[RECORDS TO PROCESS Boundary: Start]

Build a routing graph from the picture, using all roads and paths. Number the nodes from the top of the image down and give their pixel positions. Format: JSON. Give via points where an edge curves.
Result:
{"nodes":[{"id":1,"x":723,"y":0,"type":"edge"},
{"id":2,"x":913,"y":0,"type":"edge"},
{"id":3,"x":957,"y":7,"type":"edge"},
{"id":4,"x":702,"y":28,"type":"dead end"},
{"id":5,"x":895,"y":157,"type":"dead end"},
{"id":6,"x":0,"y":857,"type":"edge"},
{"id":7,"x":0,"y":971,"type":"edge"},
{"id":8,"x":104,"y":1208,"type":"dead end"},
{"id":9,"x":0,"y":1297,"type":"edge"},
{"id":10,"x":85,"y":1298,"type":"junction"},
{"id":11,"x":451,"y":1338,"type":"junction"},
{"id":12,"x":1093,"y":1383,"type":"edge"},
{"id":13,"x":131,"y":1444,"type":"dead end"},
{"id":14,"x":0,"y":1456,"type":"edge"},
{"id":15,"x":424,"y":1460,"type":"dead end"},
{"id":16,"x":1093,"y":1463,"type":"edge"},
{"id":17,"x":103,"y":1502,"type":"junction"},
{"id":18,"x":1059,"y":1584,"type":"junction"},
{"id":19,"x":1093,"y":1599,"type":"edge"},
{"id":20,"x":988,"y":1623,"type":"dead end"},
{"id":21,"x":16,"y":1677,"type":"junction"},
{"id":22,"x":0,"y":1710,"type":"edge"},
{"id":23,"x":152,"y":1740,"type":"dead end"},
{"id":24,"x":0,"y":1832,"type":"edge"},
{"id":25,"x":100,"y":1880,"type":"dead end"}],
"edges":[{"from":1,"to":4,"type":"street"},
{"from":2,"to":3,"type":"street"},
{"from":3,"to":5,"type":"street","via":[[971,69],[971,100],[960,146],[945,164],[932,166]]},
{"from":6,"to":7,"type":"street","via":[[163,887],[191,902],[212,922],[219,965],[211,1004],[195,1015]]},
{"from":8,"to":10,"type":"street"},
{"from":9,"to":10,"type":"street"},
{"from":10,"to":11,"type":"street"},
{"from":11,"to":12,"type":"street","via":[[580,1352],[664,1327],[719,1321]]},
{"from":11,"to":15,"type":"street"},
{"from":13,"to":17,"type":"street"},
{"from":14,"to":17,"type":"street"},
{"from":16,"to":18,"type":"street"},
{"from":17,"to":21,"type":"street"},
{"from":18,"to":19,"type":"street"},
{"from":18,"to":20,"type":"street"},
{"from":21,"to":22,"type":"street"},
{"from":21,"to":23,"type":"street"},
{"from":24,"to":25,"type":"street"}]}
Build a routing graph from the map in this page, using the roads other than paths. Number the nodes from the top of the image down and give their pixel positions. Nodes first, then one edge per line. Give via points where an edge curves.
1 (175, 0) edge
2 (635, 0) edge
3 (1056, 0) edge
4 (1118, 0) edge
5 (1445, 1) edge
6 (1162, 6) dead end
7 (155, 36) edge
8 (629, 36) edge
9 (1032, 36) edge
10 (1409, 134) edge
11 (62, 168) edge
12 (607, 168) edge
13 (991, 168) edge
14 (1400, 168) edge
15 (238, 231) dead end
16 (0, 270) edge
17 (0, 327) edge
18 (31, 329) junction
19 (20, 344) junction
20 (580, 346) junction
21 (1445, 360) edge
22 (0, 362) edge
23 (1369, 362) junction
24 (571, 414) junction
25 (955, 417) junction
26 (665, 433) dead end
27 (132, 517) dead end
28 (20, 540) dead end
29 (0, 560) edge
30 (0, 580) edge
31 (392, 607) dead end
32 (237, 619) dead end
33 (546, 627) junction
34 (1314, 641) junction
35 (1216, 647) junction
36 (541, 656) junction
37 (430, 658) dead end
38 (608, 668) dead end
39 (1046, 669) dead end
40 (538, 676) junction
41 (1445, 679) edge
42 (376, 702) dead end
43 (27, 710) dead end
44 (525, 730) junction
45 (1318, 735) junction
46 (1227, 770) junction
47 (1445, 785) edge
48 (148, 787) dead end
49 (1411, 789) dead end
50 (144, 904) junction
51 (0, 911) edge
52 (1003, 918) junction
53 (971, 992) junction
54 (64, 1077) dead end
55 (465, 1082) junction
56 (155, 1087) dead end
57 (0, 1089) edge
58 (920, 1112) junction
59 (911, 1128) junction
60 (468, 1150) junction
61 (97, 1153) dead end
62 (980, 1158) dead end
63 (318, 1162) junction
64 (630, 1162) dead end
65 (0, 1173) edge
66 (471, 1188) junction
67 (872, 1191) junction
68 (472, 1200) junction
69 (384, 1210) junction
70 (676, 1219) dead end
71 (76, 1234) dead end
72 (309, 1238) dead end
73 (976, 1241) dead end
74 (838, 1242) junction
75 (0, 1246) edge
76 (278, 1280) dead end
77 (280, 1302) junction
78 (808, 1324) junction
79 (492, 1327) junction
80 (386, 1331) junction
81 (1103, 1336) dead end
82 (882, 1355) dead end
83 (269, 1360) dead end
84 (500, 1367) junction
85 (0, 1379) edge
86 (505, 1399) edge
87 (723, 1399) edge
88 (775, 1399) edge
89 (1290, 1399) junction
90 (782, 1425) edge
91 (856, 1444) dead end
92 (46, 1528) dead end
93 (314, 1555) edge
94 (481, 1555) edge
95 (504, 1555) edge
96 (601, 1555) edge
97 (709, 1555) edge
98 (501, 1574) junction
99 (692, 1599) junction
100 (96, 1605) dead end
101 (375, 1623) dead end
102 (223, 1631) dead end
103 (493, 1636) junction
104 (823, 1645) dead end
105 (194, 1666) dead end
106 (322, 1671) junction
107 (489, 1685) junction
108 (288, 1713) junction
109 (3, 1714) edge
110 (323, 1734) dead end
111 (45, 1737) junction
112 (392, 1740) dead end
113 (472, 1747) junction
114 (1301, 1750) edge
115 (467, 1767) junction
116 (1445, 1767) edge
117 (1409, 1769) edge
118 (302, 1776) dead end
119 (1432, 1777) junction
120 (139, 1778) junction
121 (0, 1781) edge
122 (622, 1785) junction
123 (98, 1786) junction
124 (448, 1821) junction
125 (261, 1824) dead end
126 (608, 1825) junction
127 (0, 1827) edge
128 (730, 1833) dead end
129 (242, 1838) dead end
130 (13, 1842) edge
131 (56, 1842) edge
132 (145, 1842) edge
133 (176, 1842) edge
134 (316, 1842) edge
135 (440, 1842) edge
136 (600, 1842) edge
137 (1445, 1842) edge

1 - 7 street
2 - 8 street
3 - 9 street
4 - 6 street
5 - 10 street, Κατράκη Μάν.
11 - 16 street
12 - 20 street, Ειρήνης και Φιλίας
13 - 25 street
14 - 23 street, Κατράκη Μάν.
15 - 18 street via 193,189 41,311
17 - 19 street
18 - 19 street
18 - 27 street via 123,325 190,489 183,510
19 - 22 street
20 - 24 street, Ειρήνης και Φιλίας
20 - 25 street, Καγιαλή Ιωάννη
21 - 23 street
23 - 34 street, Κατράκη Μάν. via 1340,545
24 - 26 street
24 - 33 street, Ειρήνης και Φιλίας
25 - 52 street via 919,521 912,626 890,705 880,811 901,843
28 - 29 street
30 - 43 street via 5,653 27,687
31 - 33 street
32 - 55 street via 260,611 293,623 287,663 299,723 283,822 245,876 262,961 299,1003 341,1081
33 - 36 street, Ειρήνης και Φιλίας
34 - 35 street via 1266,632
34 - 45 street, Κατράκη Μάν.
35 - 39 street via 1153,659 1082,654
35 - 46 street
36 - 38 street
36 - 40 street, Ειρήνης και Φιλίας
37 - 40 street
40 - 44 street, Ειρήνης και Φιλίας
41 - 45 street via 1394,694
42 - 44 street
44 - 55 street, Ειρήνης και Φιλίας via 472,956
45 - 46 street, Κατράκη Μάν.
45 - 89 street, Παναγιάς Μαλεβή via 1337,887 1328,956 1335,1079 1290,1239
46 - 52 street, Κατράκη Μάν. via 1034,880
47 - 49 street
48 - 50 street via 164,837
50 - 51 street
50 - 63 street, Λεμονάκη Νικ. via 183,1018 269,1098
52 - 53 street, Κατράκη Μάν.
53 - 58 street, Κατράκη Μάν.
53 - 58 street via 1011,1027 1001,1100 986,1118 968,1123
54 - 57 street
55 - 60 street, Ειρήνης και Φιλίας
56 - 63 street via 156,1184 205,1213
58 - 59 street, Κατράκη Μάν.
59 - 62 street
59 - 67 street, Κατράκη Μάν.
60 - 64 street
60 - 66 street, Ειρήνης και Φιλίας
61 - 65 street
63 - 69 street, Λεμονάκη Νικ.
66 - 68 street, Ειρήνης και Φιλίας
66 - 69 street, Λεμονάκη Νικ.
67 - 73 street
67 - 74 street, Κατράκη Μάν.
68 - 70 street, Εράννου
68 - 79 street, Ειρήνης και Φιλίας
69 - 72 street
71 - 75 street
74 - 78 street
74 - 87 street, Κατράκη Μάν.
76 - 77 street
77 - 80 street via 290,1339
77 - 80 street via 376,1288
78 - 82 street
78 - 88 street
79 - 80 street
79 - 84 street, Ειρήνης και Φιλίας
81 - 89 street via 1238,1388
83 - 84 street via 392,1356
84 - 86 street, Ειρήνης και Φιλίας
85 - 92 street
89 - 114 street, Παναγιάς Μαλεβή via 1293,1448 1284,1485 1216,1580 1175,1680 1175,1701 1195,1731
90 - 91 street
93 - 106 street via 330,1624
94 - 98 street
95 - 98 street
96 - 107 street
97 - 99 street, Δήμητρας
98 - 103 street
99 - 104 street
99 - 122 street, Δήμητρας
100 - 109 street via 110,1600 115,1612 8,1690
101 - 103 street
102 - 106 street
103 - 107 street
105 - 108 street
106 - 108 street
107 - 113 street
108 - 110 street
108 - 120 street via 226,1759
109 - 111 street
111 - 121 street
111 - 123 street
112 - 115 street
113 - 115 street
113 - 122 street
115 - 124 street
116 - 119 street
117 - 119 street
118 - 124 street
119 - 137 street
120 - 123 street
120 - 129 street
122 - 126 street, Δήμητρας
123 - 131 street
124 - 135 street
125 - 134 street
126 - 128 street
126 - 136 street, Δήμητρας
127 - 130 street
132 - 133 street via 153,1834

[RECORDS TO PROCESS Boundary: End]

- _TASK INSTRUCTIONS_
Copy out every line from the records that has the word "Παναγιάς".

- _ANSWER SECTION_
45 - 89 street, Παναγιάς Μαλεβή via 1337,887 1328,956 1335,1079 1290,1239
89 - 114 street, Παναγιάς Μαλεβή via 1293,1448 1284,1485 1216,1580 1175,1680 1175,1701 1195,1731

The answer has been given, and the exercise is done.